[Dataset — start]

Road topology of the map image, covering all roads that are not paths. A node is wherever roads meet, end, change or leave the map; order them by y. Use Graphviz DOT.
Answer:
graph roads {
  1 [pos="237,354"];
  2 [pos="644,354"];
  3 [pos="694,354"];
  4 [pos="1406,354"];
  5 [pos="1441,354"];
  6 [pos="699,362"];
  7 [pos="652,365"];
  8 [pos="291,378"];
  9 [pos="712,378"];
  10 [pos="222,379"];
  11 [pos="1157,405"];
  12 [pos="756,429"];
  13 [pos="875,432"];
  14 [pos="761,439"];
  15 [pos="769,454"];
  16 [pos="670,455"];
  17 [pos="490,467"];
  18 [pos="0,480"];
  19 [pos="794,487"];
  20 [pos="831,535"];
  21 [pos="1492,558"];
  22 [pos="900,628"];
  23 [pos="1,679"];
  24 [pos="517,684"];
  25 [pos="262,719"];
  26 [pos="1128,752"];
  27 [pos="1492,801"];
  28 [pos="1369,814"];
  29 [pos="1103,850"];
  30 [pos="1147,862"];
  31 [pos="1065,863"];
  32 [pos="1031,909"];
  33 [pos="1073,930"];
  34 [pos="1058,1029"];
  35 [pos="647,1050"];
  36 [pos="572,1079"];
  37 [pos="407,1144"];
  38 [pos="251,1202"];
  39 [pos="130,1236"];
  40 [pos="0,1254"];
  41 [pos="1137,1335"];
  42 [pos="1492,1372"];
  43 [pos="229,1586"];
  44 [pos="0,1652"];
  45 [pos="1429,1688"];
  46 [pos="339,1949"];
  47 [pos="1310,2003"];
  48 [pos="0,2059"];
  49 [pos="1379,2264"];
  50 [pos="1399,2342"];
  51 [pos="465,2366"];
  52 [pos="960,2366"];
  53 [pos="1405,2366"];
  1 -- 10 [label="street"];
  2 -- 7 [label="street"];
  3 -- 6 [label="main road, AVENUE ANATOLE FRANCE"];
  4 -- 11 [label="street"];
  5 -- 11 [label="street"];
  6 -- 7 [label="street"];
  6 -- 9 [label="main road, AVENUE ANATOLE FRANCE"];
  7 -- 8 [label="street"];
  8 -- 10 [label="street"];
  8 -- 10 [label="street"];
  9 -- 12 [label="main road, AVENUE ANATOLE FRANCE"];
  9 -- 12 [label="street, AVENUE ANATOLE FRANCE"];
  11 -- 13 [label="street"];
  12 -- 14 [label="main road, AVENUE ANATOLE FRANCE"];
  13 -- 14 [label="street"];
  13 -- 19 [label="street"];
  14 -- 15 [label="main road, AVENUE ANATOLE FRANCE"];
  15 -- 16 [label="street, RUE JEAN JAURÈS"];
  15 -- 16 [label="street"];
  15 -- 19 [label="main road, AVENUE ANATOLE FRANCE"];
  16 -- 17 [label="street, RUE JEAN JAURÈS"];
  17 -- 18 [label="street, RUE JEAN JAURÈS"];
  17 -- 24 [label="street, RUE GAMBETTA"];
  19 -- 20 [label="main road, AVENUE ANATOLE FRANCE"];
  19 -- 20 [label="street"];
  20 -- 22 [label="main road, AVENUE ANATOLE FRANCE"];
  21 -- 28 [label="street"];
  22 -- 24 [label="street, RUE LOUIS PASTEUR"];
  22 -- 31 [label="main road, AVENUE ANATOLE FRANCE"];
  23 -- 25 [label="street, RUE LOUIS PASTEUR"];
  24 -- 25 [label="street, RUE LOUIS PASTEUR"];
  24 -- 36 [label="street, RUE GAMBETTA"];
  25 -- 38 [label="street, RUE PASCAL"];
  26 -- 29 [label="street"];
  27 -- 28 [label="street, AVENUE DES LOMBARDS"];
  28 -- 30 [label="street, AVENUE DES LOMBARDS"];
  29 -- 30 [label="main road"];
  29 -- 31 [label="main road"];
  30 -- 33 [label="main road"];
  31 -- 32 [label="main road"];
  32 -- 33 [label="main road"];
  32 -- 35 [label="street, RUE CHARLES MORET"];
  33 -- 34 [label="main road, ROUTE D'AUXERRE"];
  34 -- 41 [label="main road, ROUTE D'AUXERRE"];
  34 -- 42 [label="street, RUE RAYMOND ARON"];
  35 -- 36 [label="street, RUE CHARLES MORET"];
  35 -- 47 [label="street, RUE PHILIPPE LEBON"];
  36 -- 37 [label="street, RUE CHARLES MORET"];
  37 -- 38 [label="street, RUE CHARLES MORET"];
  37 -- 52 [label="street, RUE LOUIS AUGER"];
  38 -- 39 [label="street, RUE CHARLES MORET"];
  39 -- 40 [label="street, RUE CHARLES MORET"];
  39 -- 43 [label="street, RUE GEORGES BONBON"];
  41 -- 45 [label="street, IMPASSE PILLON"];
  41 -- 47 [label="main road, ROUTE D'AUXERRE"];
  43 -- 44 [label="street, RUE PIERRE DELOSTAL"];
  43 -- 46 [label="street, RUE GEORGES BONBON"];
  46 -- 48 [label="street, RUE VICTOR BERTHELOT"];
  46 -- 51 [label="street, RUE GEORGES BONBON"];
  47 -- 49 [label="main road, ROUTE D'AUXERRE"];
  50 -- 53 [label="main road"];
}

[Dataset — finish]

* _What this task involves_
A complete, exact transcription of the data above is the required answer.

* _Response_
Road topology of the map image, covering all roads that are not paths. A node is wherever roads meet, end, change or leave the map; order them by y. Use Graphviz DOT.
Answer:
graph roads {
  1 [pos="237,354"];
  2 [pos="644,354"];
  3 [pos="694,354"];
  4 [pos="1406,354"];
  5 [pos="1441,354"];
  6 [pos="699,362"];
  7 [pos="652,365"];
  8 [pos="291,378"];
  9 [pos="712,378"];
  10 [pos="222,379"];
  11 [pos="1157,405"];
  12 [pos="756,429"];
  13 [pos="875,432"];
  14 [pos="761,439"];
  15 [pos="769,454"];
  16 [pos="670,455"];
  17 [pos="490,467"];
  18 [pos="0,480"];
  19 [pos="794,487"];
  20 [pos="831,535"];
  21 [pos="1492,558"];
  22 [pos="900,628"];
  23 [pos="1,679"];
  24 [pos="517,684"];
  25 [pos="262,719"];
  26 [pos="1128,752"];
  27 [pos="1492,801"];
  28 [pos="1369,814"];
  29 [pos="1103,850"];
  30 [pos="1147,862"];
  31 [pos="1065,863"];
  32 [pos="1031,909"];
  33 [pos="1073,930"];
  34 [pos="1058,1029"];
  35 [pos="647,1050"];
  36 [pos="572,1079"];
  37 [pos="407,1144"];
  38 [pos="251,1202"];
  39 [pos="130,1236"];
  40 [pos="0,1254"];
  41 [pos="1137,1335"];
  42 [pos="1492,1372"];
  43 [pos="229,1586"];
  44 [pos="0,1652"];
  45 [pos="1429,1688"];
  46 [pos="339,1949"];
  47 [pos="1310,2003"];
  48 [pos="0,2059"];
  49 [pos="1379,2264"];
  50 [pos="1399,2342"];
  51 [pos="465,2366"];
  52 [pos="960,2366"];
  53 [pos="1405,2366"];
  1 -- 10 [label="street"];
  2 -- 7 [label="street"];
  3 -- 6 [label="main road, AVENUE ANATOLE FRANCE"];
  4 -- 11 [label="street"];
  5 -- 11 [label="street"];
  6 -- 7 [label="street"];
  6 -- 9 [label="main road, AVENUE ANATOLE FRANCE"];
  7 -- 8 [label="street"];
  8 -- 10 [label="street"];
  8 -- 10 [label="street"];
  9 -- 12 [label="main road, AVENUE ANATOLE FRANCE"];
  9 -- 12 [label="street, AVENUE ANATOLE FRANCE"];
  11 -- 13 [label="street"];
  12 -- 14 [label="main road, AVENUE ANATOLE FRANCE"];
  13 -- 14 [label="street"];
  13 -- 19 [label="street"];
  14 -- 15 [label="main road, AVENUE ANATOLE FRANCE"];
  15 -- 16 [label="street, RUE JEAN JAURÈS"];
  15 -- 16 [label="street"];
  15 -- 19 [label="main road, AVENUE ANATOLE FRANCE"];
  16 -- 17 [label="street, RUE JEAN JAURÈS"];
  17 -- 18 [label="street, RUE JEAN JAURÈS"];
  17 -- 24 [label="street, RUE GAMBETTA"];
  19 -- 20 [label="main road, AVENUE ANATOLE FRANCE"];
  19 -- 20 [label="street"];
  20 -- 22 [label="main road, AVENUE ANATOLE FRANCE"];
  21 -- 28 [label="street"];
  22 -- 24 [label="street, RUE LOUIS PASTEUR"];
  22 -- 31 [label="main road, AVENUE ANATOLE FRANCE"];
  23 -- 25 [label="street, RUE LOUIS PASTEUR"];
  24 -- 25 [label="street, RUE LOUIS PASTEUR"];
  24 -- 36 [label="street, RUE GAMBETTA"];
  25 -- 38 [label="street, RUE PASCAL"];
  26 -- 29 [label="street"];
  27 -- 28 [label="street, AVENUE DES LOMBARDS"];
  28 -- 30 [label="street, AVENUE DES LOMBARDS"];
  29 -- 30 [label="main road"];
  29 -- 31 [label="main road"];
  30 -- 33 [label="main road"];
  31 -- 32 [label="main road"];
  32 -- 33 [label="main road"];
  32 -- 35 [label="street, RUE CHARLES MORET"];
  33 -- 34 [label="main road, ROUTE D'AUXERRE"];
  34 -- 41 [label="main road, ROUTE D'AUXERRE"];
  34 -- 42 [label="street, RUE RAYMOND ARON"];
  35 -- 36 [label="street, RUE CHARLES MORET"];
  35 -- 47 [label="street, RUE PHILIPPE LEBON"];
  36 -- 37 [label="street, RUE CHARLES MORET"];
  37 -- 38 [label="street, RUE CHARLES MORET"];
  37 -- 52 [label="street, RUE LOUIS AUGER"];
  38 -- 39 [label="street, RUE CHARLES MORET"];
  39 -- 40 [label="street, RUE CHARLES MORET"];
  39 -- 43 [label="street, RUE GEORGES BONBON"];
  41 -- 45 [label="street, IMPASSE PILLON"];
  41 -- 47 [label="main road, ROUTE D'AUXERRE"];
  43 -- 44 [label="street, RUE PIERRE DELOSTAL"];
  43 -- 46 [label="street, RUE GEORGES BONBON"];
  46 -- 48 [label="street, RUE VICTOR BERTHELOT"];
  46 -- 51 [label="street, RUE GEORGES BONBON"];
  47 -- 49 [label="main road, ROUTE D'AUXERRE"];
  50 -- 53 [label="main road"];
}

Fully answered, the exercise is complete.